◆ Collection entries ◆
——

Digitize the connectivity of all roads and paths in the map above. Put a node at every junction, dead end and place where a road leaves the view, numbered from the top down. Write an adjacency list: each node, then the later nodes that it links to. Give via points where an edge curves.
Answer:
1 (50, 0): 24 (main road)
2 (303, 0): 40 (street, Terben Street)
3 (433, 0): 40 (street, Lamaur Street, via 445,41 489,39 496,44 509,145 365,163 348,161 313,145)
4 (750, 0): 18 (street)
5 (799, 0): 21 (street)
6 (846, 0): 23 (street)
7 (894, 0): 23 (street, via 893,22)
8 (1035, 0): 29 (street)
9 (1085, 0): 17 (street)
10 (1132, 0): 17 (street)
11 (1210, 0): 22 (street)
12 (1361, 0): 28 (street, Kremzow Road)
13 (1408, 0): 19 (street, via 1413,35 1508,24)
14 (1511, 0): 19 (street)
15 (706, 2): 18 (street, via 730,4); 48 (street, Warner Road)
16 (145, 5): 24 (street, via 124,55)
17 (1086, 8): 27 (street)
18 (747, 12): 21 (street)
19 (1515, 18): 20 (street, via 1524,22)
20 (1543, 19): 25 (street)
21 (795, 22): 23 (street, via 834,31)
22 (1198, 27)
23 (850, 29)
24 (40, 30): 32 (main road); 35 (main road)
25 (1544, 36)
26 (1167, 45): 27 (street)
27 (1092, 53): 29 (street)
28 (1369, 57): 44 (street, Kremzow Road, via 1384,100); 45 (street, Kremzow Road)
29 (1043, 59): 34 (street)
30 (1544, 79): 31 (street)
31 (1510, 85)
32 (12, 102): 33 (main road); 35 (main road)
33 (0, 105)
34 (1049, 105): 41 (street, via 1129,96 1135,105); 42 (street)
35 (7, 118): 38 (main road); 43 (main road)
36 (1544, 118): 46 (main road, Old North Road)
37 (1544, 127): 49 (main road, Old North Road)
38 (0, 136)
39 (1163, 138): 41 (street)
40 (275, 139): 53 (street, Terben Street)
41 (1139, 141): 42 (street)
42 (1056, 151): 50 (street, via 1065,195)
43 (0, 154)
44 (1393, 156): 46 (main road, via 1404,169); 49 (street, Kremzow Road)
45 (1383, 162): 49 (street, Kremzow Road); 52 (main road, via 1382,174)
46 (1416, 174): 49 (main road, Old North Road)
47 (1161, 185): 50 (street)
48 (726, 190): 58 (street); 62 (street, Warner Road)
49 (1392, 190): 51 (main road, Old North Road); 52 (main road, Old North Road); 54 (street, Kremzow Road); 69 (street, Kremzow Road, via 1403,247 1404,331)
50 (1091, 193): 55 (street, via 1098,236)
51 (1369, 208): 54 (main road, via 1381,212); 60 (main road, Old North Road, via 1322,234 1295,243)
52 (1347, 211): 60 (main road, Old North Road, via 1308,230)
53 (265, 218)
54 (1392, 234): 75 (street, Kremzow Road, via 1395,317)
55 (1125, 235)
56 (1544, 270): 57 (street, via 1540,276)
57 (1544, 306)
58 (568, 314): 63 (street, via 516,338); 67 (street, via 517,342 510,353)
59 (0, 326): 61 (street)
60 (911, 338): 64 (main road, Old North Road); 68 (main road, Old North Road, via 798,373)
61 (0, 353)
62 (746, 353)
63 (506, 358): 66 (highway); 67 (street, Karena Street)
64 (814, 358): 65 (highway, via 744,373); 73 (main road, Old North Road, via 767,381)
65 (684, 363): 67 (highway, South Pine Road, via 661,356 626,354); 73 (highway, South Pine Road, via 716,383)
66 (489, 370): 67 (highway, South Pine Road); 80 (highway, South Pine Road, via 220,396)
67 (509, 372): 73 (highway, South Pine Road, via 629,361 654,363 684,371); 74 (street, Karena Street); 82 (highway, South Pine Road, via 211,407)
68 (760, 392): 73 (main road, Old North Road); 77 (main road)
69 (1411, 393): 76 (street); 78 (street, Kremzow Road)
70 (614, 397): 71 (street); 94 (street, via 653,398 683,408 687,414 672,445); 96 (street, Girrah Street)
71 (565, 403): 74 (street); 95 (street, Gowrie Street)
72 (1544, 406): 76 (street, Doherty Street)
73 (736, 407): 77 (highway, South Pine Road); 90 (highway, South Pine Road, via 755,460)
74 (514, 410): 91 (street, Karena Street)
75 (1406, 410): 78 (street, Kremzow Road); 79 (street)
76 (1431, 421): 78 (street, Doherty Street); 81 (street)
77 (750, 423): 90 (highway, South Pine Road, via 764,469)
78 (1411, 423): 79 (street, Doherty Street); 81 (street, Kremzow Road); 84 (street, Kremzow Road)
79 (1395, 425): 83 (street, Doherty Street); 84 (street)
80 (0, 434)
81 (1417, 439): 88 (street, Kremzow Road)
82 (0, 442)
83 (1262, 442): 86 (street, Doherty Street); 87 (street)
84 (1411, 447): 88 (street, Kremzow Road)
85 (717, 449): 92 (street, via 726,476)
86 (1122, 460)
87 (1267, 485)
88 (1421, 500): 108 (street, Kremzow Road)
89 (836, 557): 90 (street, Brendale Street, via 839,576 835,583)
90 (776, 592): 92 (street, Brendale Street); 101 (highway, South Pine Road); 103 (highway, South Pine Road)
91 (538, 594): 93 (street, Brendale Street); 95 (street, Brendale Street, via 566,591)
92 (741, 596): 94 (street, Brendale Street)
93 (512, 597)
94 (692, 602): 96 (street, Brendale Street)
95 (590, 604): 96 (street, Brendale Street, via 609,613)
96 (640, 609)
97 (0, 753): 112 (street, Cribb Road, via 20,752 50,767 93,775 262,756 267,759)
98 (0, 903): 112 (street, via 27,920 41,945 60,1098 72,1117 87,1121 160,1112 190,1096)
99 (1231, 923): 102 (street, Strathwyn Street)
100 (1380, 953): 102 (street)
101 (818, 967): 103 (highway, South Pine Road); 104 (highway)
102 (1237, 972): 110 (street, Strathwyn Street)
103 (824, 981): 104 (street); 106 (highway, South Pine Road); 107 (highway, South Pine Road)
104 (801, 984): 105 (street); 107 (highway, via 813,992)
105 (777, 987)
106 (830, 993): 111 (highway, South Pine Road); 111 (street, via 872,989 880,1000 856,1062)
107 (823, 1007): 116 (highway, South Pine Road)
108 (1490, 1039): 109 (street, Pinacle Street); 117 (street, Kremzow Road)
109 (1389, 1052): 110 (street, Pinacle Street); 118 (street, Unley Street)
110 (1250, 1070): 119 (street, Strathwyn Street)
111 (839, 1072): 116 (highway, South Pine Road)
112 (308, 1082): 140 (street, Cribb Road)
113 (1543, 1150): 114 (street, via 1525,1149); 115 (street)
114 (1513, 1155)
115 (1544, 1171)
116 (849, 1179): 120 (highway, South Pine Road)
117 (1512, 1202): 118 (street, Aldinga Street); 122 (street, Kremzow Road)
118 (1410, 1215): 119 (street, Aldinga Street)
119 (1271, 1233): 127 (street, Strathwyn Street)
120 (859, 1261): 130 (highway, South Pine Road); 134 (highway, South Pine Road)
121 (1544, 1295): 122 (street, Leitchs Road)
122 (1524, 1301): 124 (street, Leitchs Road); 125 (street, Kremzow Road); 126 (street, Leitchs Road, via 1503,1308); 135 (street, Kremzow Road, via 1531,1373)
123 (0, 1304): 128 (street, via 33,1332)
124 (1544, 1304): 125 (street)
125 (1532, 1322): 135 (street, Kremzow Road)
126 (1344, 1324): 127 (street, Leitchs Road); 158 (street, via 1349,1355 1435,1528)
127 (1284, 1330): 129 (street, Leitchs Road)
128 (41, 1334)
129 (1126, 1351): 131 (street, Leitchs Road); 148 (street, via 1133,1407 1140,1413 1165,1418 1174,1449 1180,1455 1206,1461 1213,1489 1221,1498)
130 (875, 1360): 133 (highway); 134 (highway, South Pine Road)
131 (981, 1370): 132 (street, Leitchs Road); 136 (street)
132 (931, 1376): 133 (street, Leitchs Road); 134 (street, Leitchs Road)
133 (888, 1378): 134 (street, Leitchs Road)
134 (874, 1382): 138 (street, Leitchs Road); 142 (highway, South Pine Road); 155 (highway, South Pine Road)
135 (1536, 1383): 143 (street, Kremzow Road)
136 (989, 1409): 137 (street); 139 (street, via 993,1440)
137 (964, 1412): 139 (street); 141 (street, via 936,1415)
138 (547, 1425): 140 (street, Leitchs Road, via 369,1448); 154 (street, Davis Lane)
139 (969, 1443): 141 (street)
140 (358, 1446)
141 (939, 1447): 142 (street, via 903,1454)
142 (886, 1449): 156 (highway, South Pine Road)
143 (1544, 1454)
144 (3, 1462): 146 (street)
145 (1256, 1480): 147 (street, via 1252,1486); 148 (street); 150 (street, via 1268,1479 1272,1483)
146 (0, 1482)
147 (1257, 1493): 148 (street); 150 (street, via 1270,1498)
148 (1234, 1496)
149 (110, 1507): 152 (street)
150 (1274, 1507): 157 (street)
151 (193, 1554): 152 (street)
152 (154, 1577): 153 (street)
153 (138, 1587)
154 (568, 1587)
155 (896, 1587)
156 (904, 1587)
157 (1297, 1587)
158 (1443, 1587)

——

◆ INSTRUCTIONS FOR THE TASK ◆
Among the lines of the records above, count those holding the string "Pinacle", and report only the number.

◆ RESULT OF THE TASK ◆
2